As I mentioned before, this is not needed on tags, as there won't be many of them, but for test cases this is likely to make significant difference. And for tags it should be actually easy, unlike for test cases, so it might as well be done there. Note that trying the REMOVE the used elements is likely to be worse, as it forces another JSON reparse per element.

For context, my current job has over 1k tests for the main project. Imagine reparsing the whole JSON with 1k tests 1k times.

Re add_command(set ${_TEST_LIST} ${tests}): The test list variable is supposed to contain a CMake list, of the CMake/CTest names of all added (discovered) tests. Instead it contains the JSON output from Catch2, and then appends the test names badly. -- This seems to be fixed in your last commit.

[==[@Script[C:\EPM1A]=x]==] [==["SCALA_ZERO:"]==] is three elements in the list, but the original test name is @Script[C:\\EPM1A]=x;"SCALA_ZERO:" and should be appended as one. See tests/TestScripts/DiscoverTests/register-tests.cpp and friend. -- I haven't checked whether this is fixed in the last commit.

tests/TestScripts/DiscoverTests/ is also where you can hang on more tests for the discovery output.

Re CMake minimum version: No procedure, just vibes. Outside of these helper scripts, Catch2's CMake does not need any advanced features from CMake, so it does not need to make decisions on whether to bump min CMake version or not.

For the helper scripts, a survey of currently supported LTS versions of common Linux distros would be a nice starting point. However I suspect that the result is that CMake <3.19 is still common, so there are two options that I see here.

1) Say that newer CMake is easy-enough to install from kitware's repos, and rely on new-enough versions of CMake. 2) Maintain both new and old registration and pick based on the current CMake version.
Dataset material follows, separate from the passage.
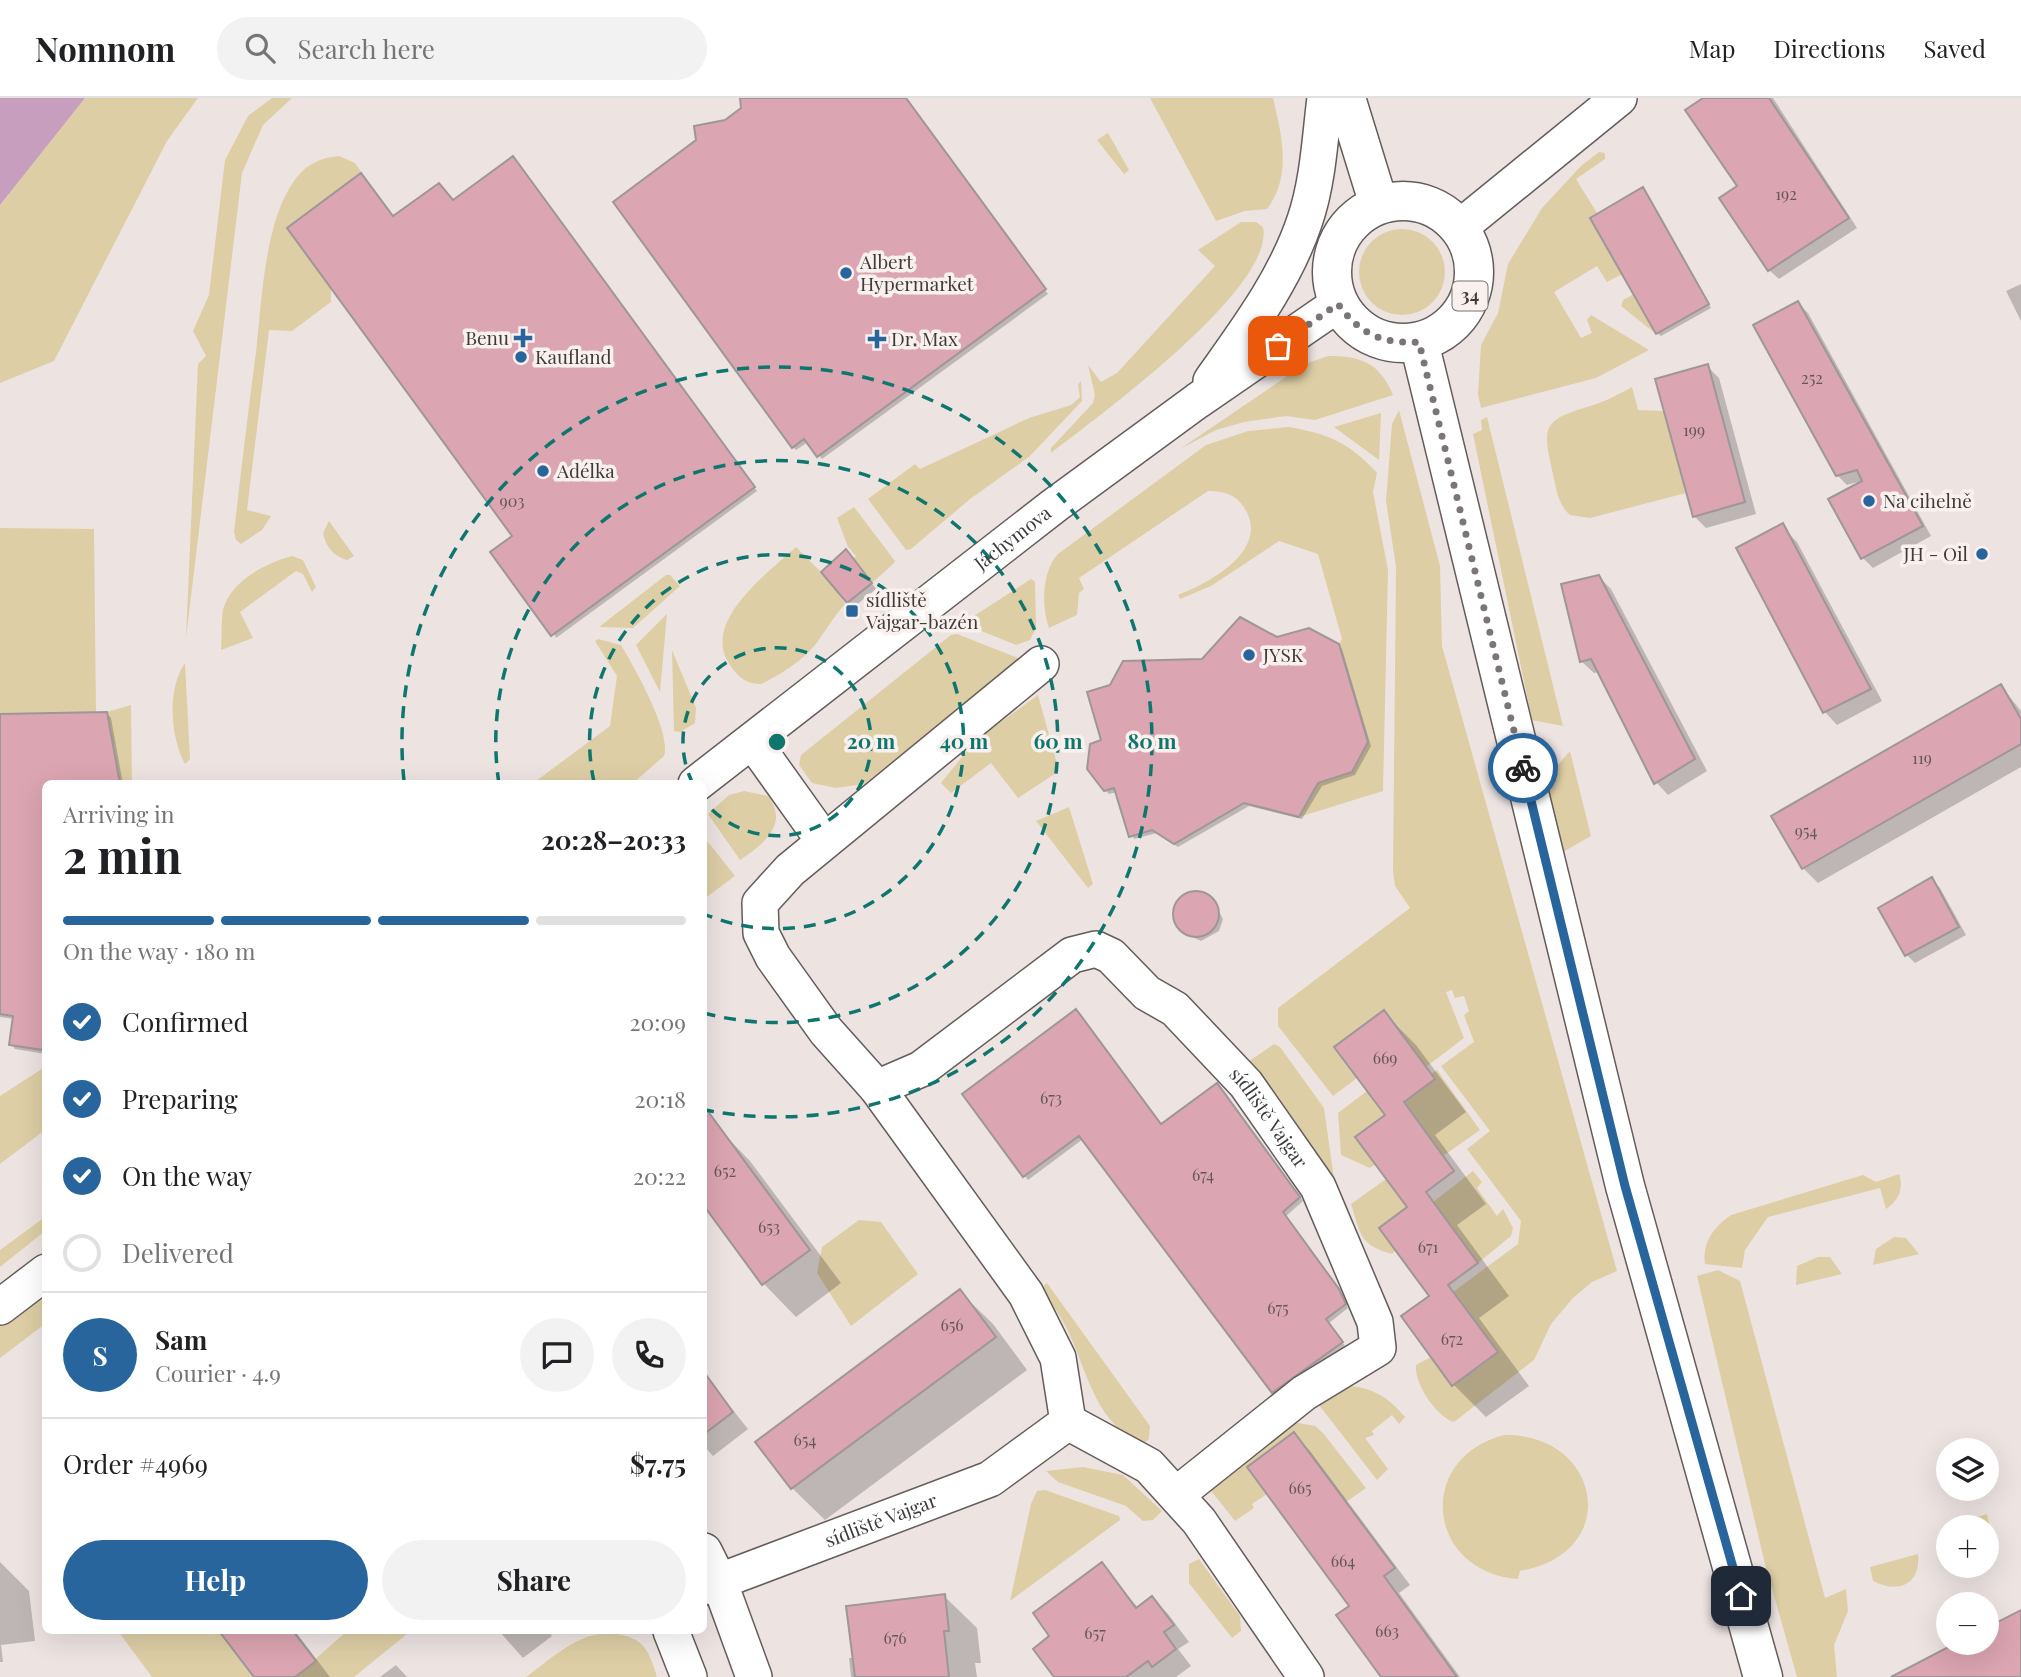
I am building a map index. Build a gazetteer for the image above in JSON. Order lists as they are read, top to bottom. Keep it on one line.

I don't want to just tell people that they have to keep around the scripts from the older releases, because the newer ones won't work for them, so I think the second option is preferable. Especially since with some work, the discovery methods can be encapsulated into simple functions -> it takes the binary, arguments and then returns list of tests+tags+other relevant data. The old discovery method will use the same approximate parsing it does now, new discovery code will use JSON for perfect parsing, but the actual registration code that generates the CTest scripts can be shared.

LecrisUT commented 3 months ago

I don't want to just tell people that they have to keep around the scripts from the older releases, because the newer ones won't work for them, so I think the second option is preferable. Especially since with some work, the discovery methods can be encapsulated into simple functions -> it takes the binary, arguments and then returns list of tests+tags+other relevant data. The old discovery method will use the same approximate parsing it does now, new discovery code will use JSON for perfect parsing, but the actual registration code that generates the CTest scripts can be shared.

Yeah, I think I can clean that up a bit and make it more version dependent. I'll try to look into it a bit later in the week. If you have the time to test any of the recent changes, that will help things there.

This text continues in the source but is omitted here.